# Red is off on his next great adventure



## FAL guy (Jun 11, 2012)

I want to thank all of your for your thoughts and prayers during this very difficult time. I have felt the love of this special community and it has made a difference. Sadly, I post now to report Red has taken a big turn for the worse. He is now unable to stand without our assistance, his breathing is heavily labored, and he is obviously in pain. 

Red has given us so much joy and love, we can no longer keep him here for us. It is time for us to do the right thing for him and let him go. Red went to the bridge today, where I know he was thrilled to see his old pal Mickey.

Red loved everyone he met, and everyone loved him for it. I know he walked over the bridge into the welcome arms of Mickey. We inherited Red on Micky's death and our life was never the same. I will never forget what a warm and welcoming heart he had. Geez, on writing this I feel like I have been crying for two days. I miss him so badly already.


----------



## USAFWife74 (Jan 13, 2013)

My condolences. Beautiful boy. 


Sent from Petguide.com App


----------



## dborgers (Dec 7, 2011)

Red was such a beautiful boy. We're so sorry for your loss. You'll see him again one day and it will seem like only a moment has passed.

He'll be remembered by not only you, but strangers from around the world as well.


----------



## GoldenMum (Mar 15, 2010)

I am so very sorry, you gave him a great life. The final gift you gave him, to set him free, is a very selfless gift. RIP, beautiful Red.


----------



## olliversmom (Mar 13, 2013)

Im so sorry for your loss of your lovely pup.
What a face 
It's a terrible thing to lose our babies.
They are such a big part of our lives and our hearts.
Take good care.


----------



## Allan's Girl (Apr 16, 2009)

I am very sorry for the loss of your amazing boy, Red.


----------



## jealous1 (Dec 7, 2007)

What a gorgeous boy Red was - may his memories comfort you in the coming days. RIP sweet boy.


----------



## Elisabeth Kazup (Aug 23, 2008)

I'm so sorry for your loss...Red was such a handsome, happy boy. And he is again because you gave him this gift.

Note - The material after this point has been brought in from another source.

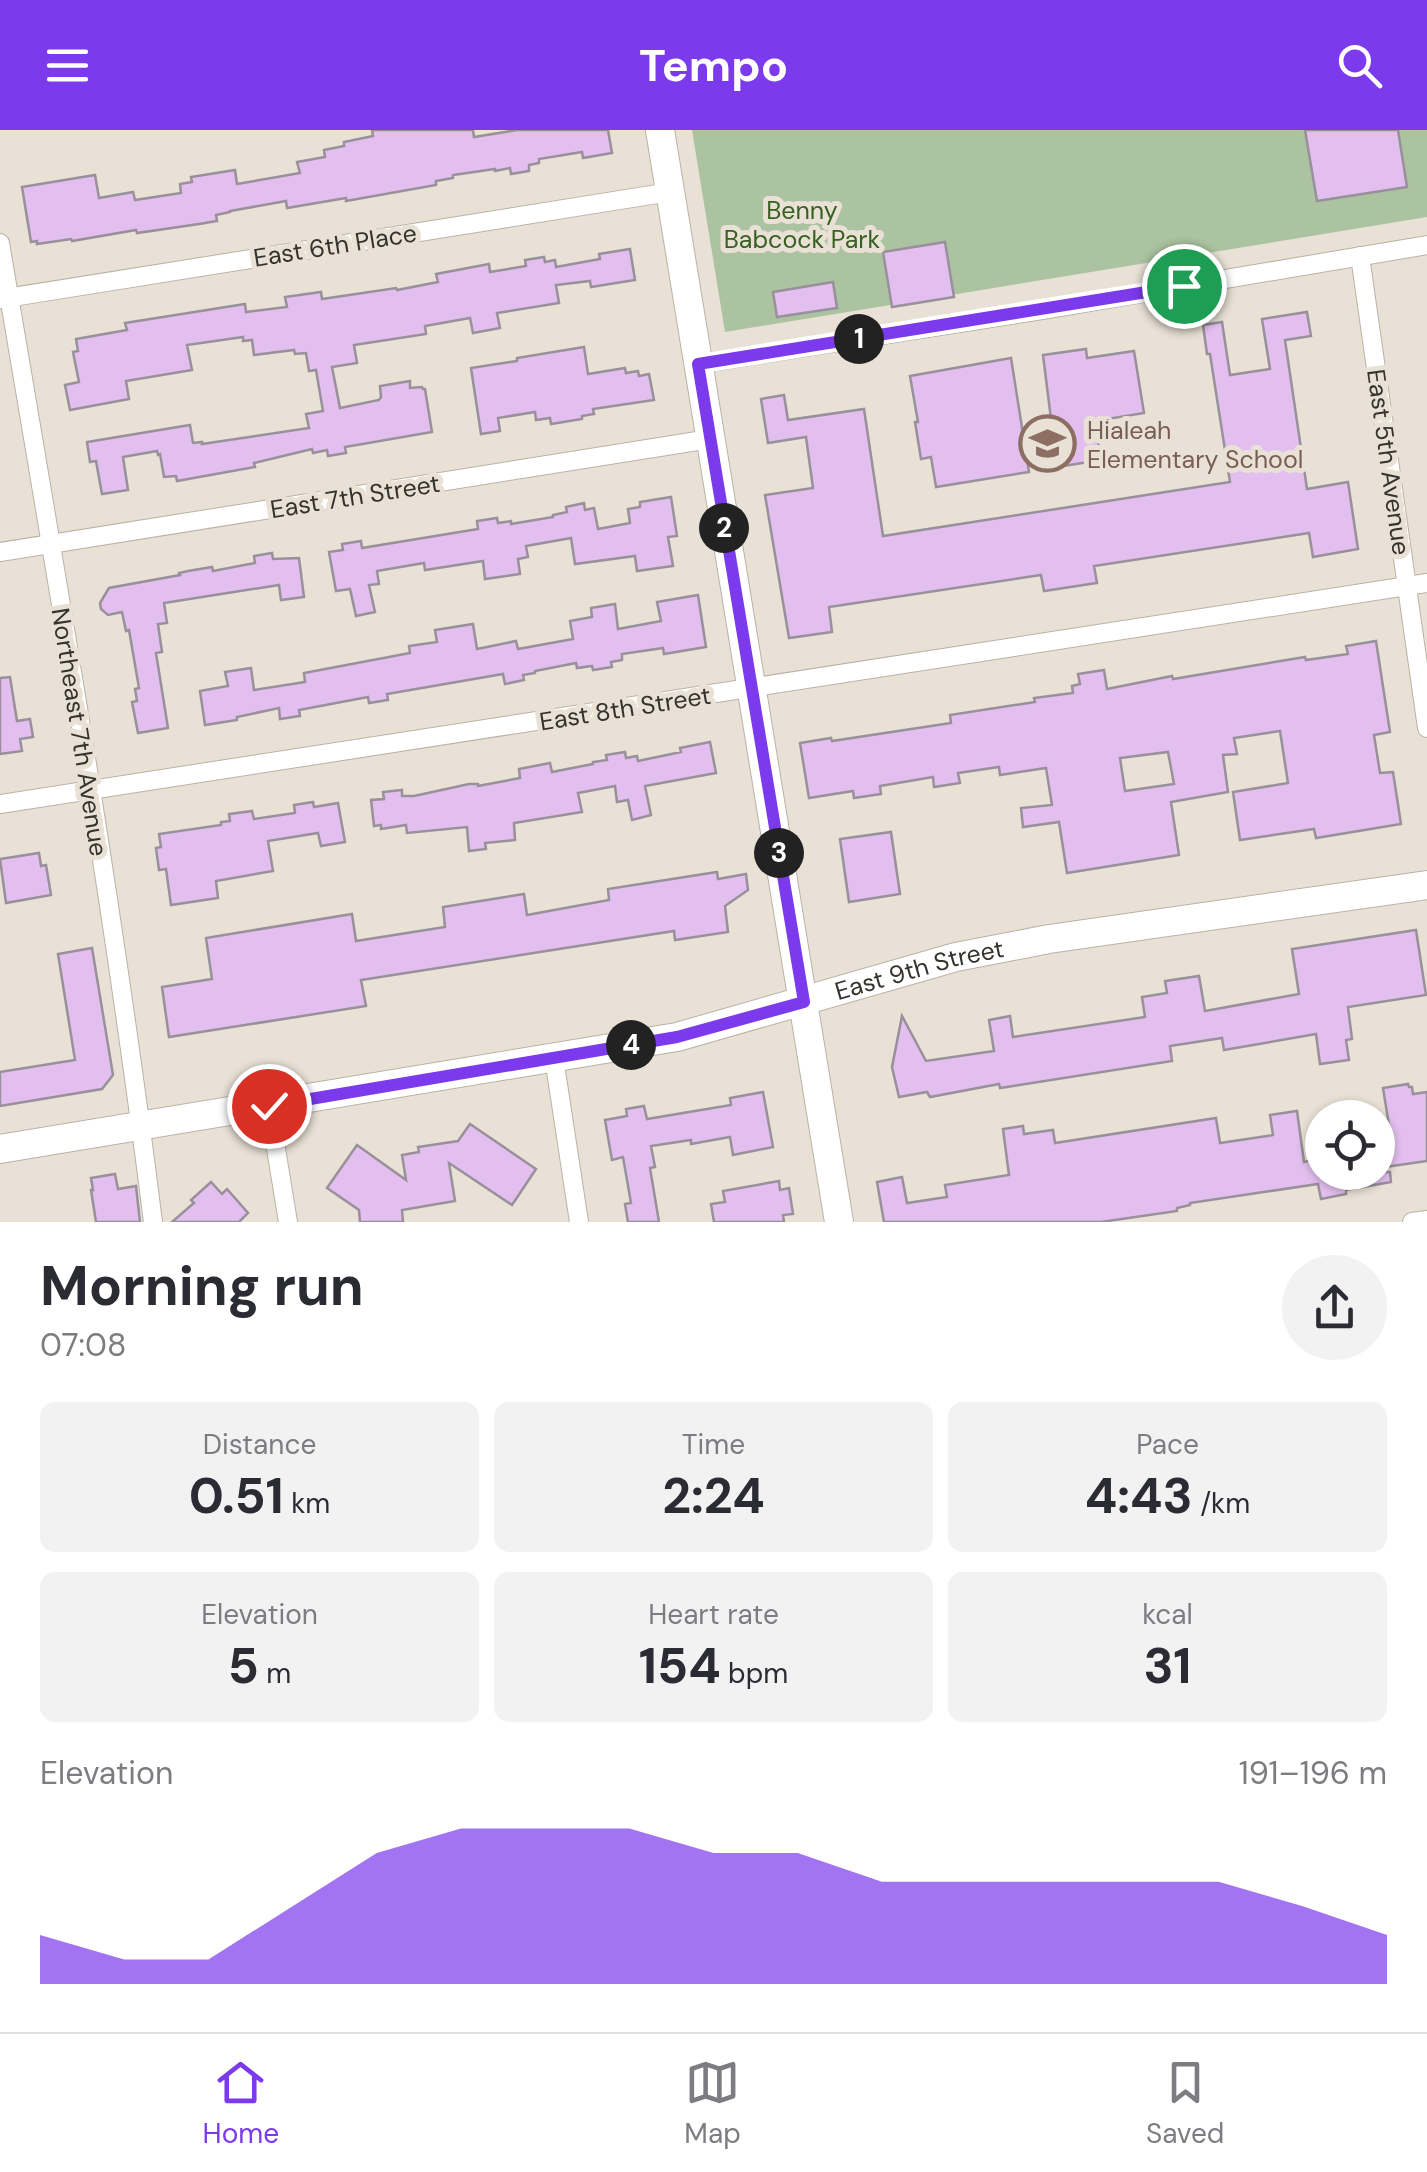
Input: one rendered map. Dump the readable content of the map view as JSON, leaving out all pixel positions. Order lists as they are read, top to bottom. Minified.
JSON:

I'm sorry for your pain and know how intense it is.

Sending prayers to you and hugs.


----------



## Joanne & Asia (Jul 23, 2007)

What a handsome boy. I am so very sorry for your loss.


----------



## hotel4dogs (Sep 29, 2008)

I am so, so sorry. Run free sweet Red.


----------



## Penny & Maggie's Mom (Oct 4, 2007)

I'm so sorry to hear Red's time had come. It is the final and most loving gift.... taking on the pain so he can be free of it. Hugs to you... and Godspeed Red.


----------



## SandyK (Mar 20, 2011)

I am so sorry you had to say good-bye to Red. He will live in your heart forever!! RIP sweet Red!


----------



## Brinkleythegolden (Jun 18, 2012)

I'm so sorry for your loss of Red.


Sent from Petguide.com Free App


----------



## Buddy's mom forever (Jun 23, 2011)

I am very, very sorry for your loss of Red. He was such a special boy. I am very sad he had to join to a long line up of those at bridge who will be waiting for us. Red was blessed to be loved by his pal Mickey and you and your wife, and all three of you were blessed as many others to be loved by Red.

Run free sweet Red, run fast and play with your new friends there, we will all be together one day.


----------



## PrincessDi (Jun 8, 2009)

I'm so sorry for the loss of beautiful Red. It is so hard to let them go, but you put his pain above your own. Such a true measure of selfless love. Keeping you in our thoughts at this sad and dark time.


----------



## love never dies (Jul 31, 2012)

sorry for your loss - and RIP Red.


----------



## AmberSunrise (Apr 1, 2009)

I am so sorry that your Red's time had come. 

Sleep softly beautiful one, knowing you loved greatly and were loved in return


----------



## Medster (May 19, 2013)

Very sorry to hear about Red.


----------



## Elisabeth Kazup (Aug 23, 2008)

Thinking of you this morning with hugs.


----------



## FAL guy (Jun 11, 2012)

Thanks Everyone for the kind, comforting words. So many on this forum have lost great goldens. I know you know how we are feeling today. My wife and I were very strong for Red yesterday. That was important for us as we believed Red had a special gift of making people feel better by taking on their grief and pain. Any time we visited someone suffering, They would end up happy and feeling better, Red would be a little run down for a few days. It was quite strange. 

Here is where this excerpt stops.